My business has grown and it keeps growing every year. This year, it will stop. There will be no more expansion of the business, even though there’s a big need for me to continue the growth. But what am I going to do? Let’s say willy-nilly come over and he goes, “Javier, we have 100 acres available for you. I want you to farm them.” How am I going to farm them? This kind of farming is shrinking because there are not enough people to do it – it has to be done by hand.

My hope for this country is that once we get through this period of political instability we see the reality that a functioning society needs different kinds of people. We need different skill sets. We need people from different backgrounds to benefit the society.

I’m a US citizen. I went through the process. When I became a farmer I got my work permit, then I became a resident, and then as soon as I was able I became a US citizen. I’ve been a US citizen for many years. But I also have my Mexican citizenship. I wasn’t born here, but I’m as American as it comes. We may look different but we’re just different individuals. That doesn’t make you any better or worse than me. We all poop, we all eat. As immigrants we have our problems here. Every opportunity that I have to chat with people, I find that my story helps to ease these problems.

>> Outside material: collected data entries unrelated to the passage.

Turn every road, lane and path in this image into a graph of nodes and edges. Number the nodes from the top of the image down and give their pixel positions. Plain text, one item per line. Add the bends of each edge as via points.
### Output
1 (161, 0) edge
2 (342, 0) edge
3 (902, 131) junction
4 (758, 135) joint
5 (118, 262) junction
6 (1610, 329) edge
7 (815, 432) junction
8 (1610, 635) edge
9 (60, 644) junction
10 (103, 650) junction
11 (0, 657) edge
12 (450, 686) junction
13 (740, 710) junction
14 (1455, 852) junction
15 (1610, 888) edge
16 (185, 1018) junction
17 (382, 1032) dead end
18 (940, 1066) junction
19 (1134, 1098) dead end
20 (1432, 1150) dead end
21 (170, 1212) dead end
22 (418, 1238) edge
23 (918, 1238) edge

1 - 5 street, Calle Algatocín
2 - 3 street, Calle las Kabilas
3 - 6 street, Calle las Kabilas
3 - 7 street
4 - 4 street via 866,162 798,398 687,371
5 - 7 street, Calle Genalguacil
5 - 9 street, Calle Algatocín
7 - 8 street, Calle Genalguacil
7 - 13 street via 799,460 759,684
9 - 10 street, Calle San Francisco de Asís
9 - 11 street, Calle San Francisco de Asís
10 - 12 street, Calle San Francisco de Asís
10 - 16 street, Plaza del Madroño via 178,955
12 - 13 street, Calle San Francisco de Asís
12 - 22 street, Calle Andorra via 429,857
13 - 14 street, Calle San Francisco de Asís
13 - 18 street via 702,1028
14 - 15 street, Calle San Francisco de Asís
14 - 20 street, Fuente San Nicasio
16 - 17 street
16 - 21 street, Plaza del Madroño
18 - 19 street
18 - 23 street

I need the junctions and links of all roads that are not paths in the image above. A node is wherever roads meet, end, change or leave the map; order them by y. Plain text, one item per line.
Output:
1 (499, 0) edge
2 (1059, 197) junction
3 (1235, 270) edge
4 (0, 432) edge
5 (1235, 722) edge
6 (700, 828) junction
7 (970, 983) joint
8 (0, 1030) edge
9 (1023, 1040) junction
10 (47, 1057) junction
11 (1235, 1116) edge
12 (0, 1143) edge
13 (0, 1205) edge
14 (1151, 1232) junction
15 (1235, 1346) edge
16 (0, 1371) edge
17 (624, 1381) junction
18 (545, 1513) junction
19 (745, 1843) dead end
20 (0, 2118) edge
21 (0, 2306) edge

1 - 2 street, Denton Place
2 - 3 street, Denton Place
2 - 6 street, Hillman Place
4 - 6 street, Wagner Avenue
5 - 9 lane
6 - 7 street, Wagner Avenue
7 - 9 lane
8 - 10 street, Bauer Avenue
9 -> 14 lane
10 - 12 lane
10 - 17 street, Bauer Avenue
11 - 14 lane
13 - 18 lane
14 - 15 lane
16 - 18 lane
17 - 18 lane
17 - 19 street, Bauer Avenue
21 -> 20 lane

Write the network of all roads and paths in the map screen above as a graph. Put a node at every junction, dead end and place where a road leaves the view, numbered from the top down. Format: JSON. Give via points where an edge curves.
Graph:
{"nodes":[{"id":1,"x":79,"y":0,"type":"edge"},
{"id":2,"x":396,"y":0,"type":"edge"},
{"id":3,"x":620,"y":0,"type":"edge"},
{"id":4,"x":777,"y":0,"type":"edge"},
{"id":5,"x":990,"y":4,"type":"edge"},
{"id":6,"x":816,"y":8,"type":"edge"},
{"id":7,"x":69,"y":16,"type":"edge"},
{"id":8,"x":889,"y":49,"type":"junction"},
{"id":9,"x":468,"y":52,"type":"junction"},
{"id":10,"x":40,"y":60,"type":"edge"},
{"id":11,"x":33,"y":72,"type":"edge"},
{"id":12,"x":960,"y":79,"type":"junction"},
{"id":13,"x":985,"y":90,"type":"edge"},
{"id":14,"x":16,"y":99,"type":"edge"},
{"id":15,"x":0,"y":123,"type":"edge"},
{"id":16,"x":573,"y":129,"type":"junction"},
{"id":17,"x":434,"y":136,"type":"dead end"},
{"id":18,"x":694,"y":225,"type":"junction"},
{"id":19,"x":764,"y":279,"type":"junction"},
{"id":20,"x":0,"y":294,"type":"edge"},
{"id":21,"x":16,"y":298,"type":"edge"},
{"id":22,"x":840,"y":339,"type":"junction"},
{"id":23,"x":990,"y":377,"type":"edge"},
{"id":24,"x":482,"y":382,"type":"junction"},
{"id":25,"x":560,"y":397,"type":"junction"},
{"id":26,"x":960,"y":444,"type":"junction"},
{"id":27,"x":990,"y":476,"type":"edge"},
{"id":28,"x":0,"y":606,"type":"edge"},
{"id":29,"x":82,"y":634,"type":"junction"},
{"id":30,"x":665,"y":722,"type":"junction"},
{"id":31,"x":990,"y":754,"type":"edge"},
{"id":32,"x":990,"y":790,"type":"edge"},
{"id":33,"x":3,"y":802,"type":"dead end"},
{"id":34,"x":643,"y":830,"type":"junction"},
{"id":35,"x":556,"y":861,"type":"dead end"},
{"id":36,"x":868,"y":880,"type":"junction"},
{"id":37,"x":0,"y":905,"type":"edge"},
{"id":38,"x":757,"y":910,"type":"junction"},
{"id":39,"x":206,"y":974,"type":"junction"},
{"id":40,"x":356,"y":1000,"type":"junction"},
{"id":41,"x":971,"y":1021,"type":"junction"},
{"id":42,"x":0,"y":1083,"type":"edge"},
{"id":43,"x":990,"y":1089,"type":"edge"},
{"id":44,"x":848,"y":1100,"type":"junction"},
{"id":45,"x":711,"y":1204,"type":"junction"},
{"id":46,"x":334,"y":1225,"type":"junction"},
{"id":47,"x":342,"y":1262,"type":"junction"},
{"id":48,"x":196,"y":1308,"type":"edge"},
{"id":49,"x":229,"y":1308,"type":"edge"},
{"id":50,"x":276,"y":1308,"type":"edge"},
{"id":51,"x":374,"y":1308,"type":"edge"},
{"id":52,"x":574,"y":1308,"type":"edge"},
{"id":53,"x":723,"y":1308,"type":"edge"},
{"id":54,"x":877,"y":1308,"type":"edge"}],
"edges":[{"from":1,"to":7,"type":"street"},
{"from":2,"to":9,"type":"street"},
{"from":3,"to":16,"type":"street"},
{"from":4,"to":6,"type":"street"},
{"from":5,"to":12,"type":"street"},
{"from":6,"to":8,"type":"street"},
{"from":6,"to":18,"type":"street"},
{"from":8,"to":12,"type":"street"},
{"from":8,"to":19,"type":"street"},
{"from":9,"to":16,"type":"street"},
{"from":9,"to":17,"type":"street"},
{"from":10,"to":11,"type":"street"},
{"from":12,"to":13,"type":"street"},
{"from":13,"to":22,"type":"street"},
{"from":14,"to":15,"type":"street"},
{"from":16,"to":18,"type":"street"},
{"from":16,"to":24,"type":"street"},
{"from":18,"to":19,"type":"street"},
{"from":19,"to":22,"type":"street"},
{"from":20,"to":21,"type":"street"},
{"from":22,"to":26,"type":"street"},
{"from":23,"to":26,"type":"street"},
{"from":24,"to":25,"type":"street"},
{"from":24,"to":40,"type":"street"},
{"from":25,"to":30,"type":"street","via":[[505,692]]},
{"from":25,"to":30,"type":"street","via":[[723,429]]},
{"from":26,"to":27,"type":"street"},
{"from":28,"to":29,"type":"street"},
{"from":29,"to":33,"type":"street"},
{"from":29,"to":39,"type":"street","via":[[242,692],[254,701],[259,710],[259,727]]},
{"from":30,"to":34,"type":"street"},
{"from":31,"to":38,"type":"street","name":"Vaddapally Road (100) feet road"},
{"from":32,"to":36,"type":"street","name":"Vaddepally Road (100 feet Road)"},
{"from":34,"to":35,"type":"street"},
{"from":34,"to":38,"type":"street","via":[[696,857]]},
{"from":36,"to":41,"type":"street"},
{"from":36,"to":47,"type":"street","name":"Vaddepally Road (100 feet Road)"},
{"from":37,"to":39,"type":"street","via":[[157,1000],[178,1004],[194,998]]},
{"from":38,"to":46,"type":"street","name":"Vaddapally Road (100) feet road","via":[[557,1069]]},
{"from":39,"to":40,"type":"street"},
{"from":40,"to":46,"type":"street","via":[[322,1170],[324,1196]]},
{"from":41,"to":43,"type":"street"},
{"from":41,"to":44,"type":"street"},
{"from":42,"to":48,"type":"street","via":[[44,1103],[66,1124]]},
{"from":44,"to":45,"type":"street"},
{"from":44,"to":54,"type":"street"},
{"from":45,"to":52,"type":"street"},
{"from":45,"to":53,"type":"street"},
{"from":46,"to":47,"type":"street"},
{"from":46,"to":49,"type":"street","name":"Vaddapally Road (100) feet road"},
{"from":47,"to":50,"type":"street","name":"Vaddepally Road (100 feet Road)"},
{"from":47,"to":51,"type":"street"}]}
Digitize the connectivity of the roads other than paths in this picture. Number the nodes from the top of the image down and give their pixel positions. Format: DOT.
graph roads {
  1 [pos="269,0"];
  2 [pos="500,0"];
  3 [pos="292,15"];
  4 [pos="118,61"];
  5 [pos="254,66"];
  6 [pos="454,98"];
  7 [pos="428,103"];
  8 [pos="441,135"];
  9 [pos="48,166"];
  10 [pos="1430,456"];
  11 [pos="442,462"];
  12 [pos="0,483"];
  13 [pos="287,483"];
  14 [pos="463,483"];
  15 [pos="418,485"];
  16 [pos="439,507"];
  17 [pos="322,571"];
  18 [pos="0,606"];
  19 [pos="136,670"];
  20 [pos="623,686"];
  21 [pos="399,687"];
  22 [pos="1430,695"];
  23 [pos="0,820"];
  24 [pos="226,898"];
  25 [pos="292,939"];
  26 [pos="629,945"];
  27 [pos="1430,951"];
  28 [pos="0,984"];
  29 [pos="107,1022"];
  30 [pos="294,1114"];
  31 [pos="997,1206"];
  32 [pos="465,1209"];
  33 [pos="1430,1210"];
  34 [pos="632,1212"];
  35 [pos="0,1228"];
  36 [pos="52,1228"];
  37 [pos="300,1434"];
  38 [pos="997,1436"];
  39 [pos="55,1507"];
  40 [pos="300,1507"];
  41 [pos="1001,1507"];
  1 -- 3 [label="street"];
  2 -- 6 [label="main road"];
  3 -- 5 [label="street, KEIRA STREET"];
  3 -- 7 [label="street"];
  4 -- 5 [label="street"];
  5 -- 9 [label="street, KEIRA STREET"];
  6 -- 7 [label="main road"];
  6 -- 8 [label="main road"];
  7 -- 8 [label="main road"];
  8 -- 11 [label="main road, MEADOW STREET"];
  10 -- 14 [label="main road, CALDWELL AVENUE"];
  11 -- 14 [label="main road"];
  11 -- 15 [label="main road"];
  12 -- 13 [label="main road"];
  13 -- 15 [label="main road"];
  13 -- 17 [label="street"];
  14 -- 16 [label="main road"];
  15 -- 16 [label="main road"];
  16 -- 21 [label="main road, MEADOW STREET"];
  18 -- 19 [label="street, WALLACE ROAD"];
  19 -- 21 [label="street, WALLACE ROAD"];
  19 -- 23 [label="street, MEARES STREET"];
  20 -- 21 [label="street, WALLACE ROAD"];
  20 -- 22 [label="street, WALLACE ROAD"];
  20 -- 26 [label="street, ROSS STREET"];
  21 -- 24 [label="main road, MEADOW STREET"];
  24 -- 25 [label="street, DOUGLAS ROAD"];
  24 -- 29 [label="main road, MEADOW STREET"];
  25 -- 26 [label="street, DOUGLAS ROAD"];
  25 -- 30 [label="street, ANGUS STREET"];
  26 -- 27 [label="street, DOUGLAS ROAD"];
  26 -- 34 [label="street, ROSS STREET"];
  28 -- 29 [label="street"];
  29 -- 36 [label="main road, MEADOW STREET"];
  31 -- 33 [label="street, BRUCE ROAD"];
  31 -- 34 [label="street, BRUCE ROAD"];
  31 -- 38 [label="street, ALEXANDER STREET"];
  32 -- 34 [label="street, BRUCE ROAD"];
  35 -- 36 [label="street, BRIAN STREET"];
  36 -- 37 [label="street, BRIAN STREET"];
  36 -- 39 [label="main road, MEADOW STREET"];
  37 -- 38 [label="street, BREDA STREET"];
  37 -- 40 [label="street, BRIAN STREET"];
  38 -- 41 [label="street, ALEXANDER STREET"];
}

I am a really blessed individual because I was able to understand the American culture and make my way here. And I’m blessed to not ever forget where I come from. My Latino roots were established well and I’m really proud of them, but I’m also really proud of what this society has provided to me. We can enhance things and help people understand what’s needed to succeed here. I’m going to continue trying to do that by helping immigrant kids that feel hopeless sometimes.

For me, it’s beautiful now, but it hasn’t always been that way. That’s what life is. Life has ups and downs. As long as you know that, then you’ll be okay. Our time in this life is too short to use in a negative way. There is too much negativity here now. This does harm to society. Let’s hope we can influence people to be more positive.